The North Carolina Bio-Preparedness Collaborative, a partnership between the University of North Carolina, Chapel Hill; North Carolina State University (NCSU) and software analytics company SAS, will analyze data from various organizations in an attempt to better understand past medical emergency patterns, which will in turn help predict and control future outbreaks.
For example, the Emergency Medical Services Corp. receives 1.5 million ambulance calls every year and holds records of those calls from many years past, said David Potenziani, the collaborative’s executive director. “But they don’t necessarily understand patterns,” he said, “and they certainly don’t understand how they can detect anomalies, which we believe are the pathway to being able to detect emergencies and potential threats to human health.”
Potenziani and his “dream team,” as he calls them, of public health and health-care experts have begun to gather that data, along with other files from emergency room visits, hospitalizations, tainted food reports and veterinary records. This amalgam of data will help the team create thresholds that will help the team differentiate between normal health patterns and environmental changes, versus natural or man-made health threats.
“What we’re doing is trying to understand phenomena for data that’s collected from other purposes,” he said, and then use that data for detecting health hazards.

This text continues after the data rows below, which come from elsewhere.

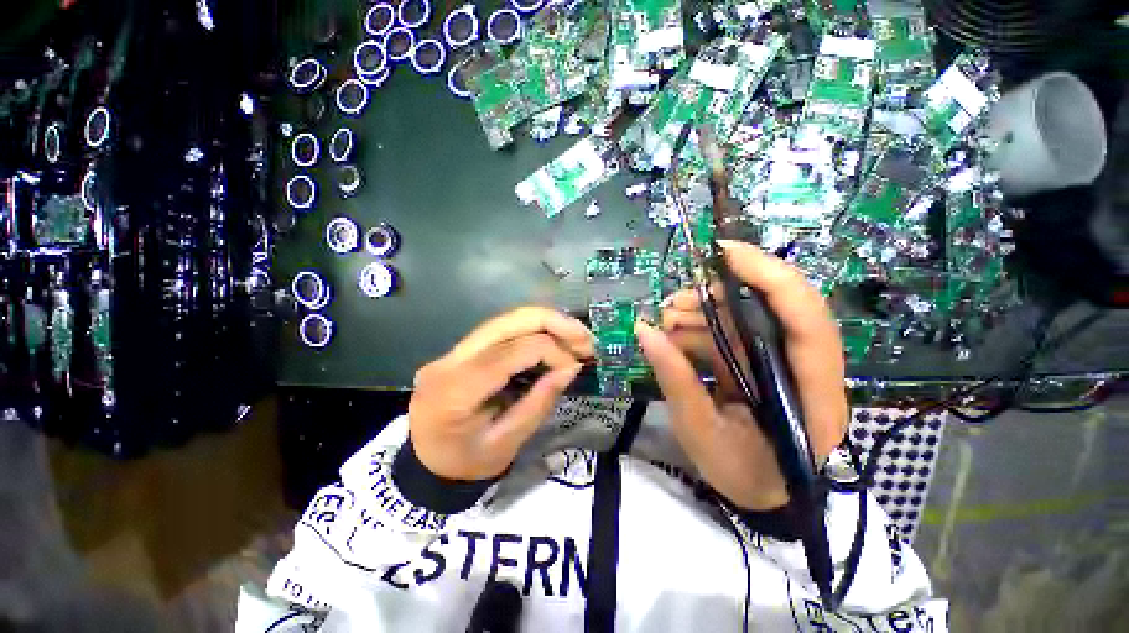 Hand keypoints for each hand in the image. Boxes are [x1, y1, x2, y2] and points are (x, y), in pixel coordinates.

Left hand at [408, 306, 594, 480]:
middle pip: (507, 321)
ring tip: (575, 335)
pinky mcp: (459, 350)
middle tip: (585, 336)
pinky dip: (532, 330)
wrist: (424, 465)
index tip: (576, 367)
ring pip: (505, 319)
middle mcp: (450, 360)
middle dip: (553, 322)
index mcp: (456, 390)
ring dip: (545, 322)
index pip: (512, 351)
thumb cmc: (465, 465)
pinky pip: (501, 330)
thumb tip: (571, 368)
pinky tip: (552, 338)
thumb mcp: (506, 444)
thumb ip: (539, 402)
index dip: (552, 351)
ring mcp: (451, 351)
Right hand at [635, 240, 847, 510]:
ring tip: (666, 322)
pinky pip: (733, 331)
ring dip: (703, 311)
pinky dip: (701, 328)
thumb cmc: (745, 474)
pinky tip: (674, 335)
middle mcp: (809, 368)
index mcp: (811, 394)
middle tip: (673, 304)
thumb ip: (676, 380)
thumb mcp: (702, 434)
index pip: (807, 320)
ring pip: (748, 316)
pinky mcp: (765, 361)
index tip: (726, 253)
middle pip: (776, 307)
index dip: (771, 277)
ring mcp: (785, 361)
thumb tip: (644, 331)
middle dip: (721, 294)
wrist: (766, 493) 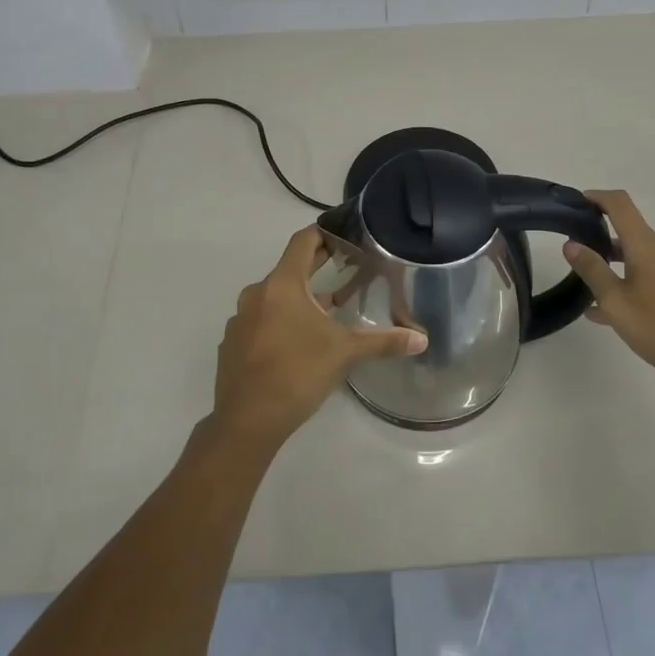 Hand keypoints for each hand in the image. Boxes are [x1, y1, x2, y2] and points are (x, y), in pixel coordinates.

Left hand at [210, 225, 425, 453]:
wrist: (246, 422)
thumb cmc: (297, 373)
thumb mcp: (344, 353)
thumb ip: (383, 341)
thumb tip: (422, 339)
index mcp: (282, 285)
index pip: (302, 242)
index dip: (323, 234)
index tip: (344, 235)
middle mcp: (256, 294)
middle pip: (289, 269)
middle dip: (316, 268)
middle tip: (345, 268)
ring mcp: (240, 320)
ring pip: (274, 298)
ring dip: (299, 300)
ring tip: (326, 312)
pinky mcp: (233, 344)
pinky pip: (260, 322)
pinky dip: (279, 323)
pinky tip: (297, 344)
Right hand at [561, 189, 654, 391]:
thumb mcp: (616, 302)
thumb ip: (592, 270)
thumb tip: (571, 244)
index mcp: (647, 246)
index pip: (620, 205)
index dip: (597, 197)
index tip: (577, 202)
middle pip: (629, 232)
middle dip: (601, 239)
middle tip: (576, 256)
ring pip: (639, 258)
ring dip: (614, 267)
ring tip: (589, 293)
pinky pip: (651, 276)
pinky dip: (630, 284)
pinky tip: (611, 313) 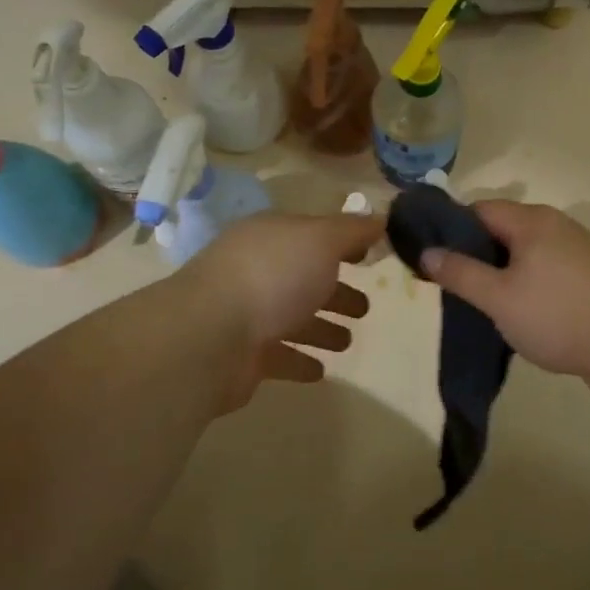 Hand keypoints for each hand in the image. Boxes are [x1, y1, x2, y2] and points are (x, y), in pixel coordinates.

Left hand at [183, 212, 383, 406]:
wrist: (209, 337)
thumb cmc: (272, 277)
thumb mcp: (321, 240)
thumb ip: (352, 231)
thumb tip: (380, 219)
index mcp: (272, 237)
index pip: (312, 234)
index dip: (342, 243)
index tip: (370, 256)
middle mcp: (257, 270)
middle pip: (304, 278)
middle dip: (335, 291)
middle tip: (365, 308)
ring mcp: (246, 313)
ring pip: (293, 318)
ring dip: (321, 328)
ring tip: (348, 342)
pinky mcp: (242, 355)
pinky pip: (279, 356)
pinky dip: (299, 360)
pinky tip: (320, 370)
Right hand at [419, 201, 589, 393]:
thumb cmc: (557, 316)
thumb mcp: (498, 297)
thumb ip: (460, 273)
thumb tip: (427, 252)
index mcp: (532, 220)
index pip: (479, 209)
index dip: (450, 229)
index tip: (431, 257)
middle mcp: (555, 225)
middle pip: (501, 229)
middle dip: (474, 253)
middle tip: (451, 284)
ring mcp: (575, 249)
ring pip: (523, 251)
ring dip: (499, 271)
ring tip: (480, 301)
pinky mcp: (587, 274)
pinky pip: (543, 268)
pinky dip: (524, 281)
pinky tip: (516, 309) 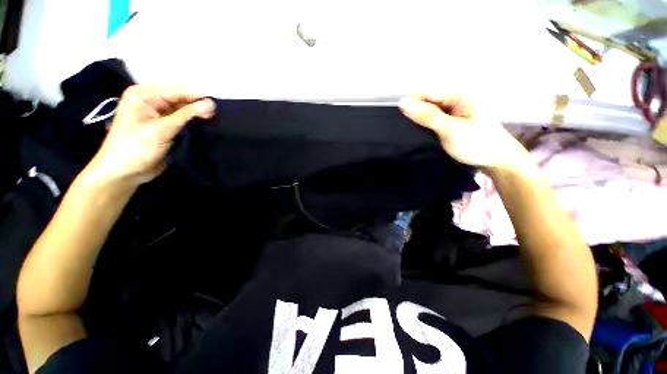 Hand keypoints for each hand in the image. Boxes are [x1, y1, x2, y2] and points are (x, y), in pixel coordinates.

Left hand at [85, 85, 215, 187]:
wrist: (124, 173)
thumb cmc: (135, 148)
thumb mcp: (161, 129)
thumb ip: (186, 115)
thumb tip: (212, 104)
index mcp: (144, 95)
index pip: (178, 90)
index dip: (199, 96)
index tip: (219, 104)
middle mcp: (152, 101)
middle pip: (183, 99)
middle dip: (200, 106)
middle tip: (219, 115)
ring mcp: (159, 114)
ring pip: (185, 110)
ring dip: (199, 116)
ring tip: (216, 121)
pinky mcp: (167, 127)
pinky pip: (184, 121)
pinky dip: (195, 123)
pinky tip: (207, 126)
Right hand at [398, 93, 525, 168]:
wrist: (495, 160)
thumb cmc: (477, 143)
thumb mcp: (450, 129)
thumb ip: (427, 116)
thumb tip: (403, 103)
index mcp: (460, 92)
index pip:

For example, his team is currently trying to get access to school attendance records throughout the state in order to recognize emerging diseases hours before they appear in the reported epidemiological systems — when parents take their children to the doctor. Before it’s officially reported, “that illness is invisible to the health-care and public system,” Potenziani said, which leaves adequate time for the illness to spread.
The team will also have access to poison control data very soon, he added.
The idea for the system sprouted in 2007 when a group of University of North Carolina faculty was talking about coughing, Potenziani said. Questions started to form about how to detect threats like avian flu that originate in the natural world and in nonhuman species. These disease vectors are hard to detect and therefore can spread to thousands of humans without warning.
When discussing how a system could track patterns in individual cases — efforts have tried and failed at the federal and national levels, said Potenziani — the team focused on ways to avoid the pitfalls of previous attempts.
One way is gathering data from the original file location, where it’s the most accurate. That’s preferable to transferring the data to a center where the team would then hold and analyze it.
“The goal is to conduct analytics in real time, but the challenge is getting access to the data in a timely fashion,” he said. Current technology allows the team to scale computational resources of various sizes, and the team is planning on speeding up that process as local data collection advances.
Another unique aspect, Potenziani said, is using technology that was created for another function and repurposing it for this project. For example, the preparedness system runs on a cloud computing technology created by the NCSU and IBM, called the Virtual Computing Lab, which was initially developed for supporting education by providing a configurable platform for instruction.
By adopting it to serve for biosurveillance, it brings down the cost of the project to a fraction of what has been spent on previous similar federal projects, Potenziani said. To date, the project has received $5 million from the U.S. Department of Homeland Security.
Currently the system is operational on a limited basis; new data sources are being added. Potenziani said he hopes to complete the system by this summer. Eventually he’d like to expand the program nationally.